Bradykinin improves postischaemic recovery in the rat heart: role of high energy phosphates, nitric oxide, and prostacyclin.

OBJECTIVE: The aim was to define: (1) whether bradykinin administration during reperfusion improves postischaemic myocardial recovery; (2) whether high energy phosphate compounds are involved in the protective effects of bradykinin; and (3) whether bradykinin-induced release of prostacyclin and nitric oxide mediate the protective effects of bradykinin.
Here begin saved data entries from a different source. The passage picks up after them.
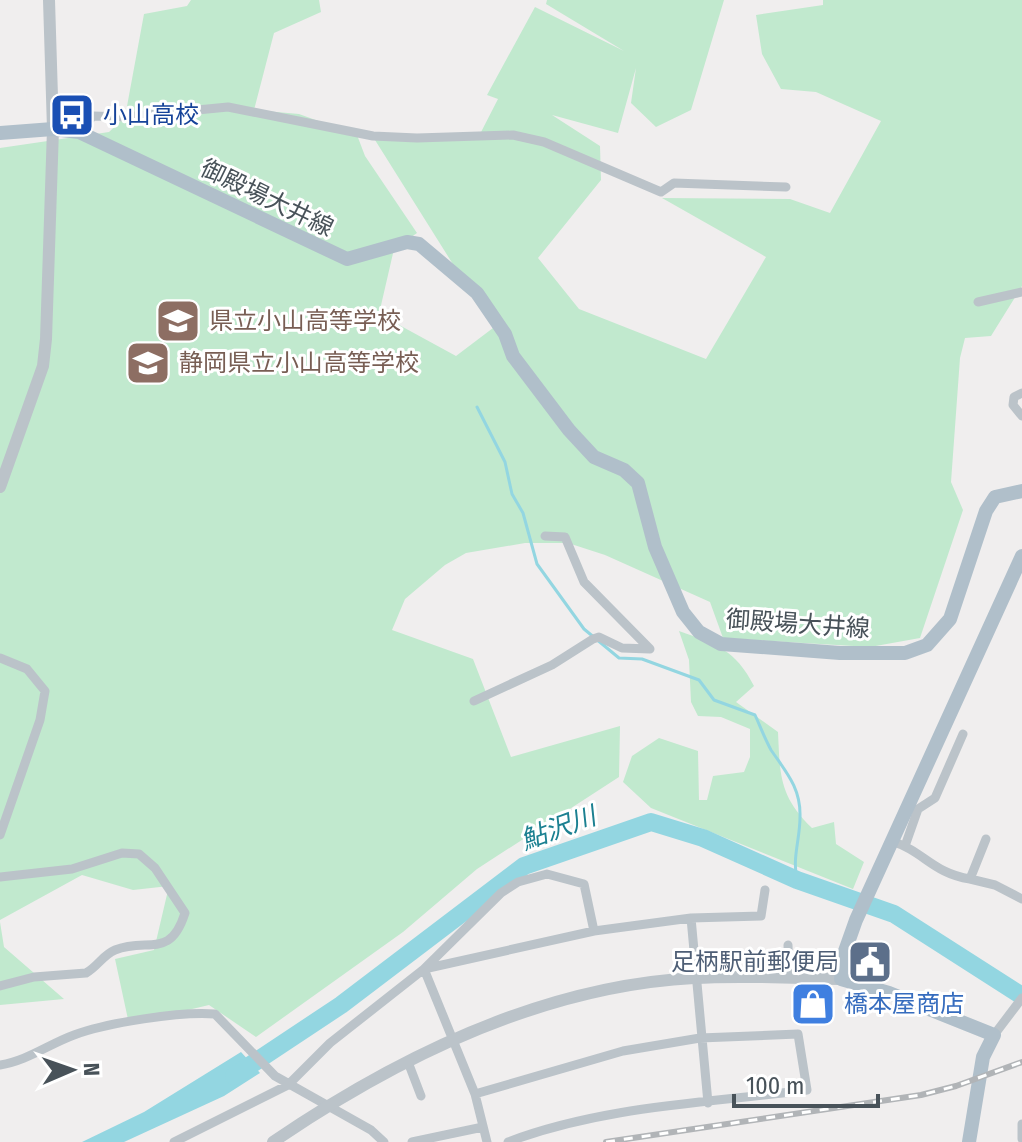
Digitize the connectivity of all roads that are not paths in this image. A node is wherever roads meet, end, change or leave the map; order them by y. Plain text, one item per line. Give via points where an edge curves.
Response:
1 (49, 0) edge
2 (53, 129) junction
3 (79, 132) junction
4 (0, 133) edge
5 (786, 187) dead end
6 (1022, 292) edge
7 (978, 302) dead end
8 (1022, 393) edge
9 (1022, 416) edge
10 (0, 487) edge
11 (1022, 491) edge
12 (545, 536) dead end
13 (1022, 556) edge
14 (0, 658) edge
15 (474, 701) dead end
16 (963, 734) dead end
17 (0, 835) edge
18 (986, 839) dead end
19 (898, 843) junction
20 (0, 877) edge
21 (970, 879) junction
22 (765, 890) dead end
23 (1022, 899) edge
24 (691, 918) junction
25 (594, 931) junction
26 (788, 945) dead end
27 (424, 969) junction
28 (789, 977) junction
29 (694, 978) junction
30 (841, 979) junction
31 (0, 986) edge
32 (1022, 998) edge
33 (994, 1035) junction
34 (700, 1038) junction
35 (454, 1040) junction
36 (408, 1062) junction
37 (0, 1065) edge
38 (288, 1085) junction
39 (475, 1094) junction
40 (421, 1096) dead end
41 (708, 1103) junction
42 (327, 1105) junction
43 (1022, 1124) edge
44 (483, 1127) junction
45 (1022, 1139) edge
46 (174, 1142) edge
47 (273, 1142) edge
48 (384, 1142) edge
49 (412, 1142) edge
50 (487, 1142) edge
51 (508, 1142) edge
52 (969, 1142) edge

1 - 2 street
2 - 3 main road, 御殿場大井線
2 - 4 main road, 御殿場大井線
2 - 10 street via 43,366
3 - 5 street via 93,116 228,107 373,136 513,135 544,142 661,192 674,183
3 - 11 main road, 御殿場大井線 via 327,253 347,259 407,242 430,250 477,293 513,356 569,430 594,457 624,470 638,483 655,547 683,612 699,632 721,644 840,653 905,653 927,645 950,619 986,511 995,497
6 - 7 street
8 - 9 street via 1013,405
12 - 15 street via 565,537 584,582 650,649 622,648 595,639
13 - 19 main road
14 - 17 street via 27,669 45,691
16 - 19 street via 935,798 918,809
18 - 21 street
19 - 21 street via 945,875
19 - 30 main road via 856,920
20 - 31 street via 139,854 155,868 185,913 179,931 163,945 119,948 86,973
21 - 23 street
22 - 24 street via 761,916
24 - 25 street
24 - 29 street
25 - 27 street
25 - 27 street via 584,884 538,875 501,893
26 - 28 street
27 - 35 street
27 - 38 street via 330,1043
28 - 29 street
28 - 30 street
29 - 34 street
29 - 35 street via 594,992
30 - 33 main road
32 - 33 street
33 - 52 main road via 983,1057
34 - 39 street via 612,1053
34 - 41 street
34 - 41 street via 798,1034 807,1090
35 - 36 street
35 - 39 street
36 - 40 street
36 - 42 street
37 - 38 street via 76,1034 179,1015 215,1014
38 - 42 street
38 - 46 street
39 - 44 street
41 - 51 street via 597,1115
42 - 47 street
42 - 48 street
43 - 45 street
44 - 49 street
44 - 50 street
METHODS: In the Langendorff rat heart preparation, coronary flow, left ventricular developed pressure, and, using 31P magnetic resonance spectroscopy, the high energy phosphate compounds phosphocreatine and beta-ATP were assessed during 15 min of global ischaemia and 30 min of reperfusion. Administration of 10(-7) M bradykinin was started before ischaemia and maintained throughout the experiment (BK-pre). This was compared to 10(-7) M bradykinin given exclusively with reperfusion (BK-post). Then 10(-7) M bradykinin was given simultaneously with 10(-4) M N omega-nitro-L-arginine-methyl ester (BK-LNAME) or 10(-5) M indomethacin (BK-indo). RESULTS: In comparison to control hearts, BK-pre exerted a significant protective effect on the postischaemic recovery of coronary flow [71(5)% v 43(4)%, P < 0.05], left ventricular pressure [81(8)% v 42(5)%, P < 0.05], phosphocreatine [105(4)% v 67(8)%, P < 0.05], and beta-ATP [78(9)% v 48(7)%, P < 0.05]. With BK-post, recovery of coronary flow [71(4)% v 43(4)%, P < 0.05] and left ventricular pressure [78(4)% v 42(5)%, P < 0.05] significantly improved; however the recovery of phosphocreatine [70(4)% v 67(8)%, NS] and beta-ATP [58(2)% v 48(7)%, NS] was not different from control. When bradykinin and L-NAME or indomethacin was given the beneficial effects of bradykinin on ischaemic hearts were abolished. CONCLUSIONS: (1) Bradykinin improved postischaemic myocardial recovery when given before ischaemia or starting exclusively with reperfusion; (2) this was only partially related to a protective action on the high energy phosphate compounds during ischaemia; (3) the beneficial effects of bradykinin on ischaemic hearts are dependent from an unrestrained action of prostacyclin and nitric oxide.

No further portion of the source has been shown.